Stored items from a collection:
_ _ _ _

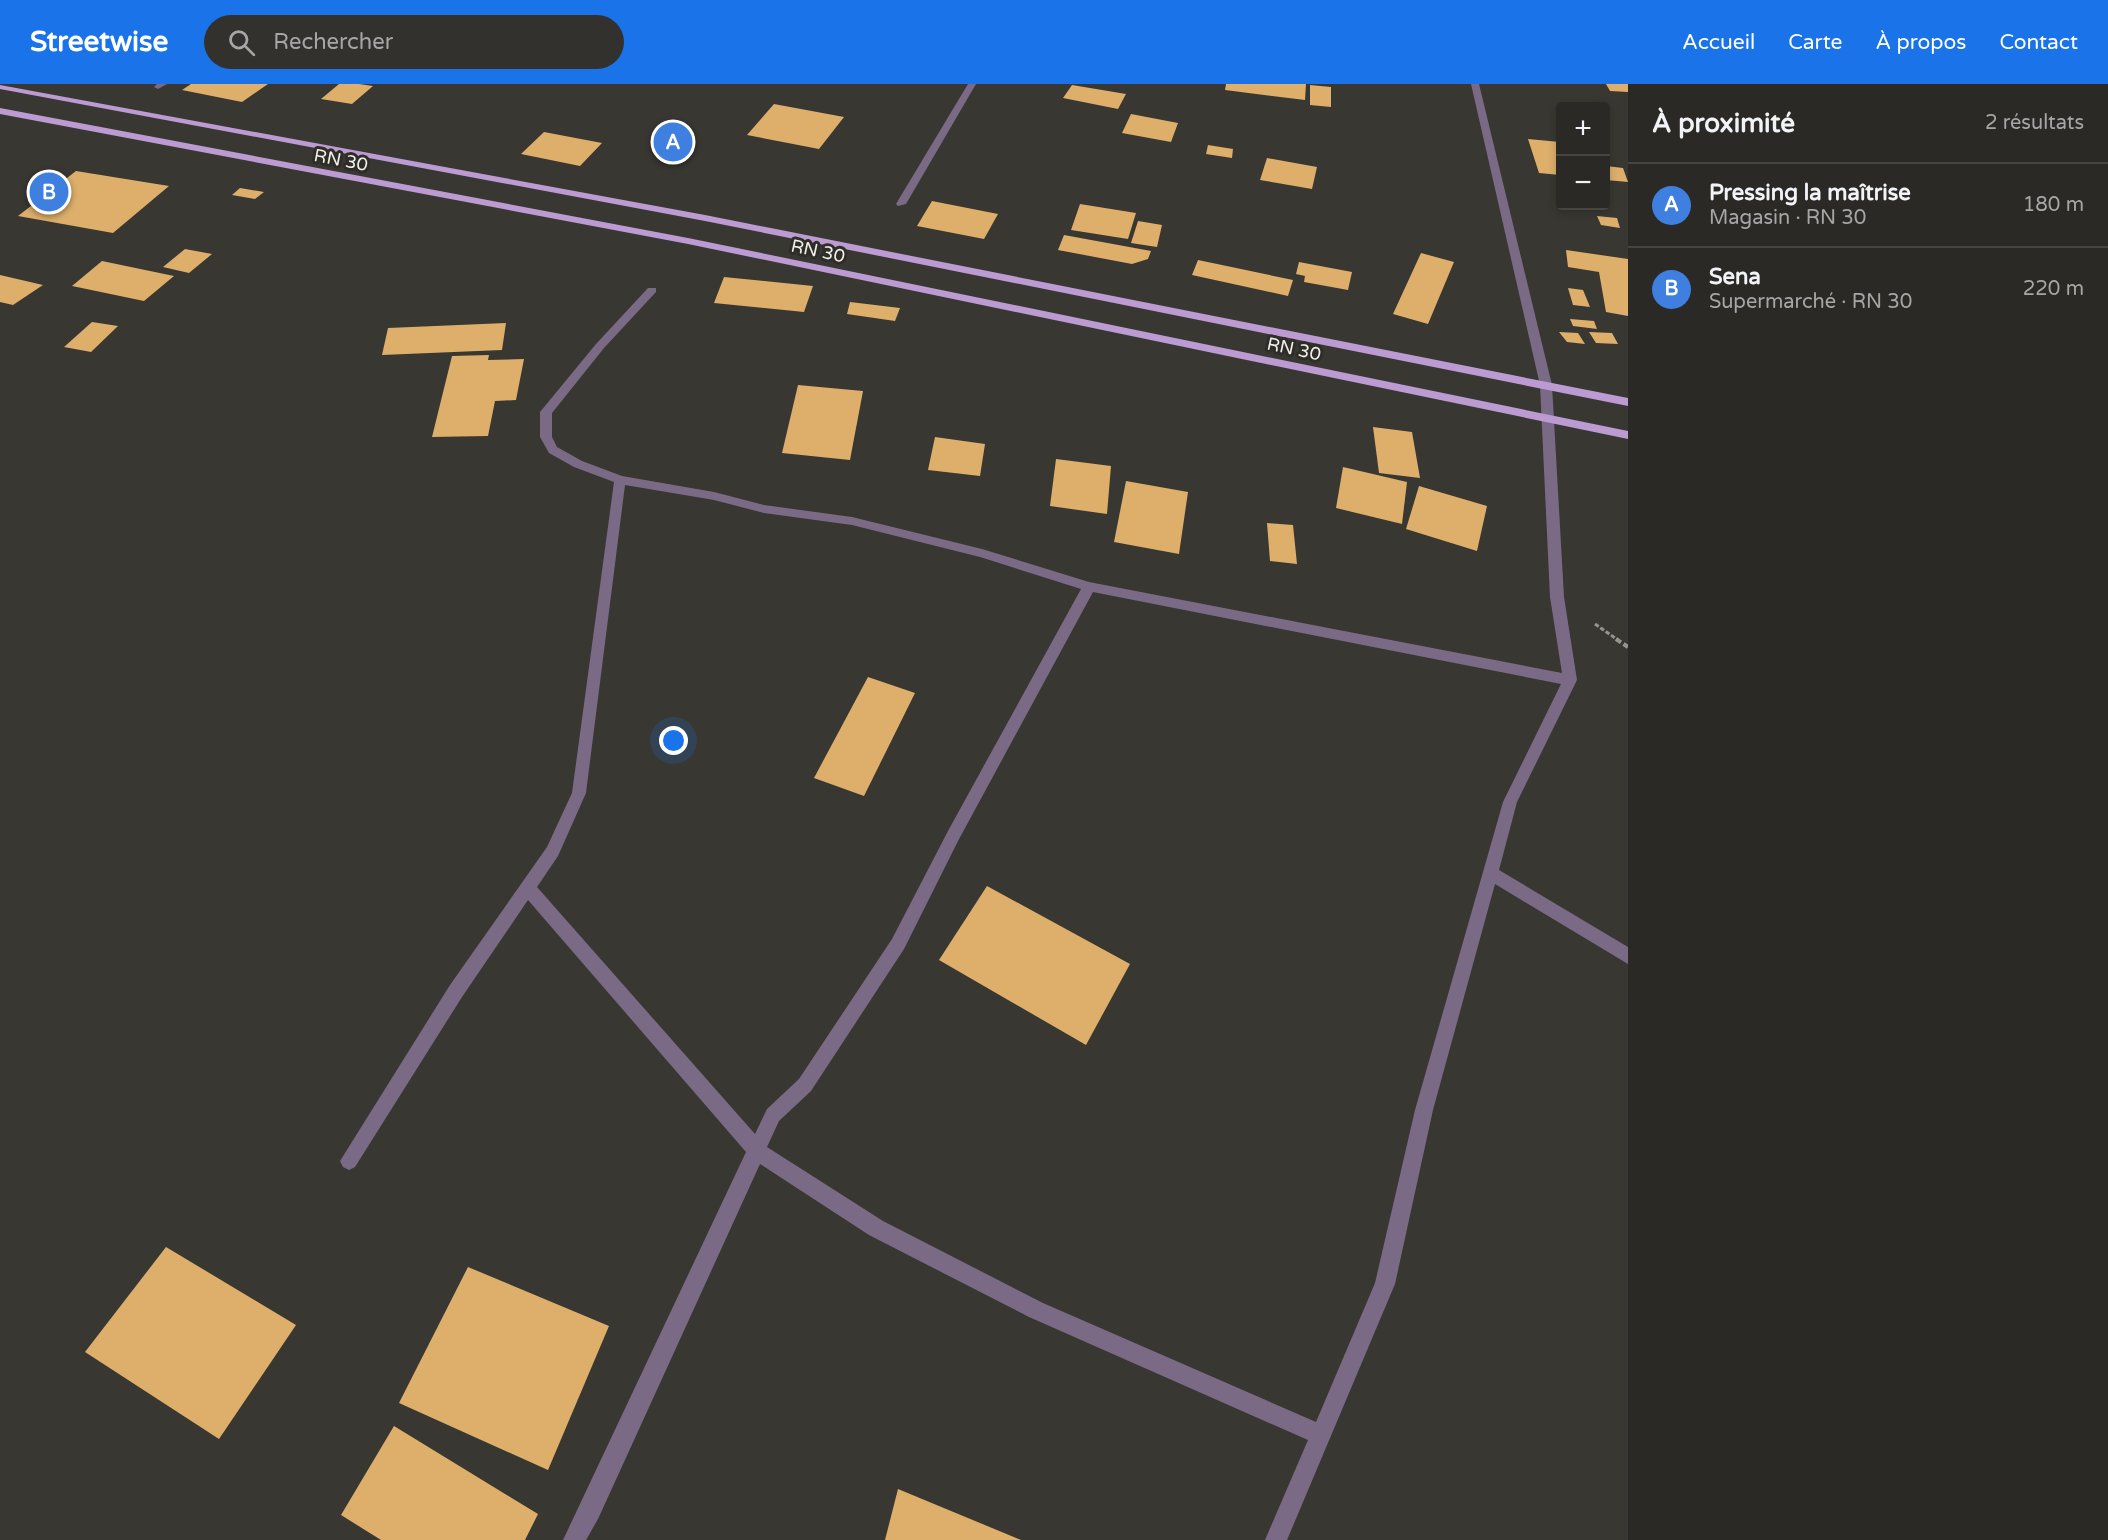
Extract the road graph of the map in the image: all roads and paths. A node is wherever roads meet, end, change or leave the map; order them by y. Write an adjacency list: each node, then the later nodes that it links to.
1 (972, 84): 5 (street)
2 (1475, 84): 7 (street)
3 (0, 87): 7 (main road, RN 30)
4 (0, 111): 9 (main road, RN 30 / RN 30)
5 (901, 204)
6 (652, 290): 11 (street)
7 (1546, 385): 8 (main road, RN 30); 9 (street)
8 (1628, 402)
9 (1547, 418): 10 (main road, RN 30 / RN 30); 13 (street)
10 (1628, 435)
11 (620, 480): 12 (street); 15 (street)
12 (1089, 586): 13 (street); 17 (street)
13 (1570, 680): 14 (street)
14 (1491, 874): 16 (street); 19 (street)
15 (528, 888): 17 (street); 18 (street)
16 (1628, 956)
17 (758, 1152): 19 (street); 20 (street)
18 (349, 1161)
19 (1321, 1435): 21 (street)
20 (574, 1540)
21 (1276, 1540)

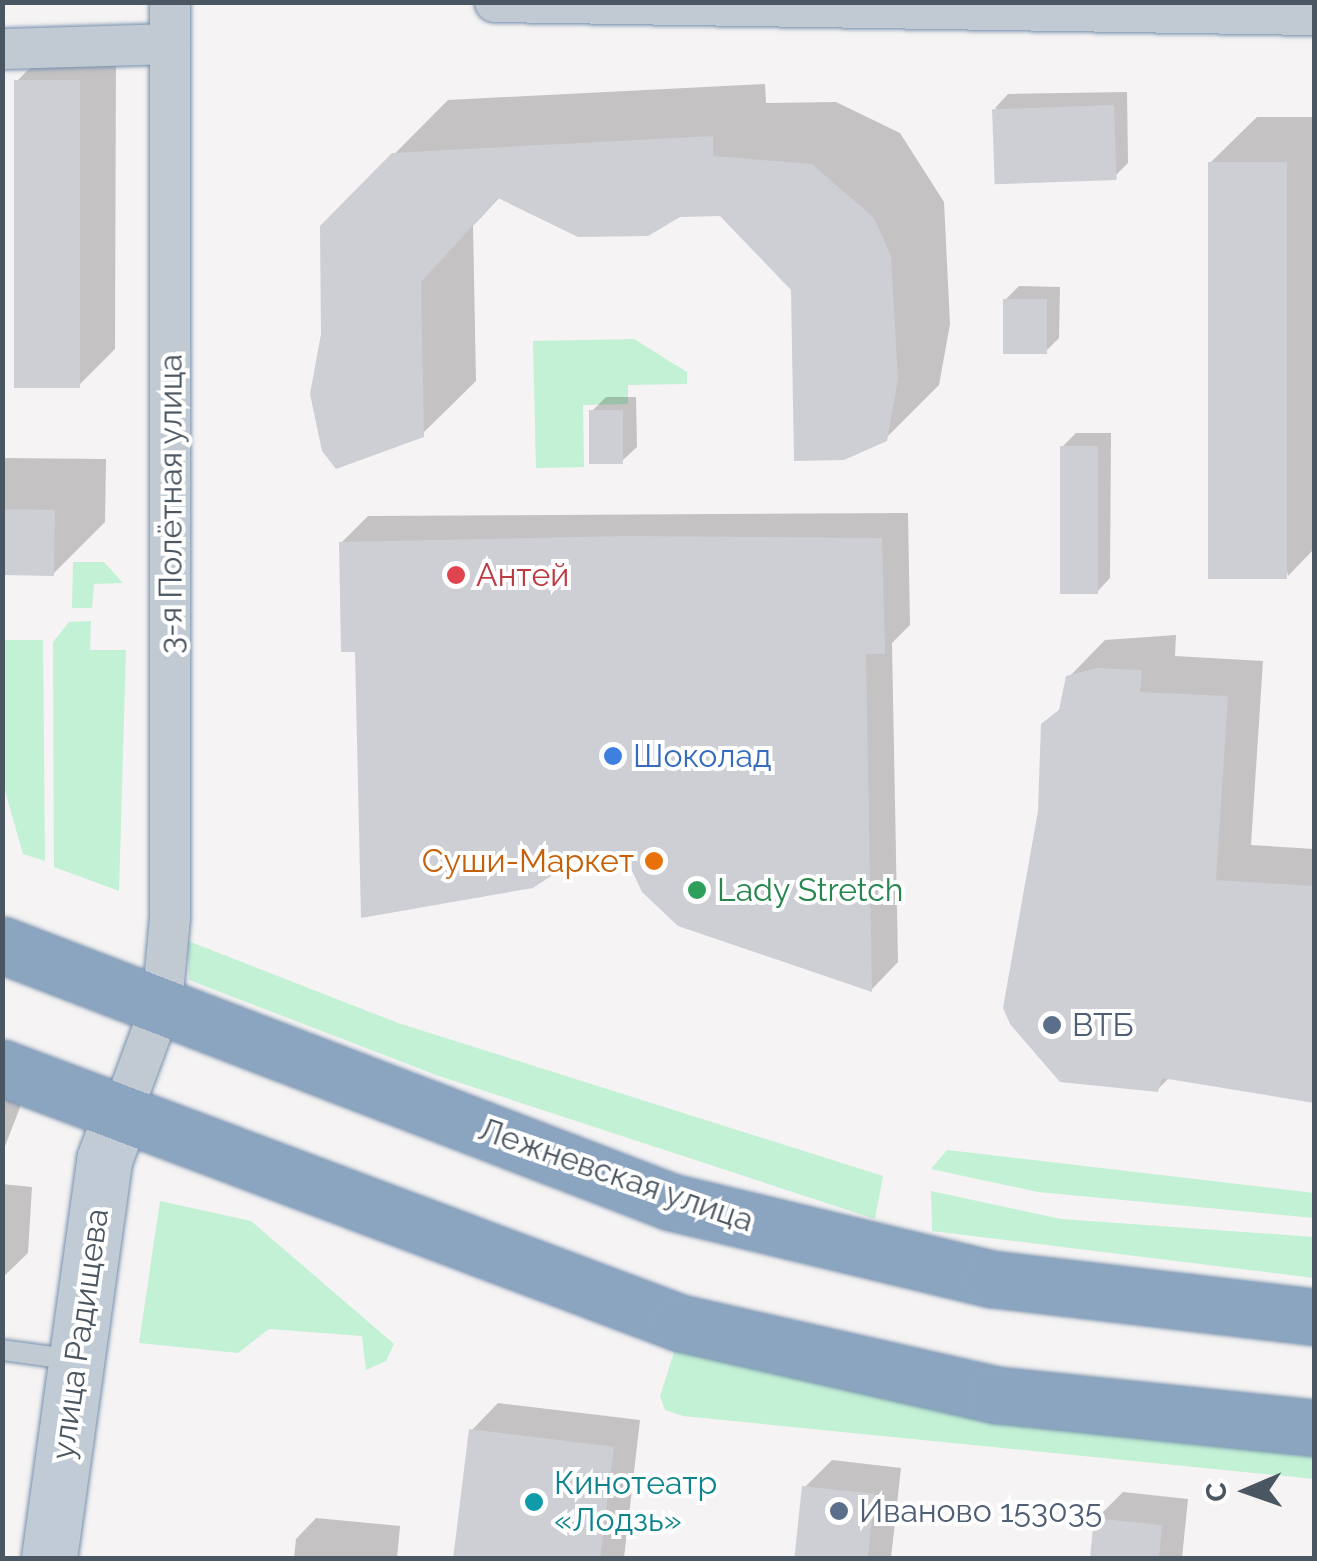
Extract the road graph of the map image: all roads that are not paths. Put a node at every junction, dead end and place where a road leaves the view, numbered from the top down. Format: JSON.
{"nodes":[{"id":1,"x":170,"y":2,"type":"edge"},
{"id":2,"x":496,"y":2,"type":"edge"},
{"id":3,"x":821,"y":5,"type":"edge"},
{"id":4,"x":1314,"y":15,"type":"edge"},
{"id":5,"x":170,"y":44,"type":"junction"},
{"id":6,"x":2,"y":50,"type":"edge"},
{"id":7,"x":2,"y":945,"type":"edge"},
{"id":8,"x":162,"y":1004,"type":"junction"},
{"id":9,"x":2,"y":1068,"type":"edge"},
{"id":10,"x":122,"y":1112,"type":"junction"},
{"id":11,"x":1314,"y":1317,"type":"edge"},
{"id":12,"x":2,"y":1350,"type":"edge"},
{"id":13,"x":77,"y":1360,"type":"junction"},
{"id":14,"x":1314,"y":1428,"type":"edge"},
{"id":15,"x":49,"y":1558,"type":"edge"}],
"edges":[{"from":1,"to":5,"type":"street","name":"3-я Полётная улица"},
{"from":2,"to":3,"type":"street"},
{"from":3,"to":4,"type":"street"},
{"from":5,"to":6,"type":"street"},
{"from":5,"to":8,"type":"street","name":"3-я Полётная улица"},
{"from":7,"to":8,"type":"highway","name":"Лежневская улица"},
{"from":8,"to":10,"type":"street","name":"3-я Полётная улица"},
{"from":8,"to":11,"type":"highway","name":"Лежневская улица"},
{"from":9,"to":10,"type":"highway"},
{"from":10,"to":13,"type":"street","name":"улица Радищева"},
{"from":10,"to":14,"type":"highway"},
{"from":12,"to":13,"type":"lane"},
{"from":13,"to":15,"type":"street","name":"улица Радищева"}]}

_ _ _ _

Problem » Start to finish, write out the data above exactly, omitting all pictures.

Written reply »
Extract the road graph of the map in the image: all roads and paths. A node is wherever roads meet, end, change or leave the map; order them by y. Write an adjacency list: each node, then the later nodes that it links to.
1 (972, 84): 5 (street)
2 (1475, 84): 7 (street)
3 (0, 87): 7 (main road, RN 30)
4 (0, 111): 9 (main road, RN 30 / RN 30)
5 (901, 204)
6 (652, 290): 11 (street)
7 (1546, 385): 8 (main road, RN 30); 9 (street)
8 (1628, 402)
9 (1547, 418): 10 (main road, RN 30 / RN 30); 13 (street)
10 (1628, 435)
11 (620, 480): 12 (street); 15 (street)
12 (1089, 586): 13 (street); 17 (street)
13 (1570, 680): 14 (street)
14 (1491, 874): 16 (street); 19 (street)
15 (528, 888): 17 (street); 18 (street)
16 (1628, 956)
17 (758, 1152): 19 (street); 20 (street)
18 (349, 1161)
19 (1321, 1435): 21 (street)
20 (574, 1540)
21 (1276, 1540)

Extract the road graph of the map image: all roads that are not paths. Put a node at every junction, dead end and place where a road leaves the view, numbered from the top down. Format: JSON.
{"nodes":[{"id":1,"x":170,"y":2,"type":"edge"},
{"id":2,"x":496,"y":2,"type":"edge"},
{"id":3,"x":821,"y":5,"type":"edge"},
{"id":4,"x":1314,"y":15,"type":"edge"},
{"id":5,"x":170,"y":44,"type":"junction"},
{"id":6,"x":2,"y":50,"type":"edge"},
{"id":7,"x":2,"y":945,"type":"edge"},
{"id":8,"x":162,"y":1004,"type":"junction"},
{"id":9,"x":2,"y":1068,"type":"edge"},
{"id":10,"x":122,"y":1112,"type":"junction"},
{"id":11,"x":1314,"y":1317,"type":"edge"},
{"id":12,"x":2,"y":1350,"type":"edge"},
{"id":13,"x":77,"y":1360,"type":"junction"},
{"id":14,"x":1314,"y":1428,"type":"edge"},
{"id":15,"x":49,"y":1558,"type":"edge"}],
"edges":[{"from":1,"to":5,"type":"street","name":"3-я Полётная улица"},
{"from":2,"to":3,"type":"street"},
{"from":3,"to":4,"type":"street"},
{"from":5,"to":6,"type":"street"},
{"from":5,"to":8,"type":"street","name":"3-я Полётная улица"},
{"from":7,"to":8,"type":"highway","name":"Лежневская улица"},
{"from":8,"to":10,"type":"street","name":"3-я Полётная улица"},
{"from":8,"to":11,"type":"highway","name":"Лежневская улица"},
{"from":9,"to":10,"type":"highway"},
{"from":10,"to":13,"type":"street","name":"улица Радищева"},
{"from":10,"to":14,"type":"highway"},
{"from":12,"to":13,"type":"lane"},
{"from":13,"to":15,"type":"street","name":"улица Радищева"}]}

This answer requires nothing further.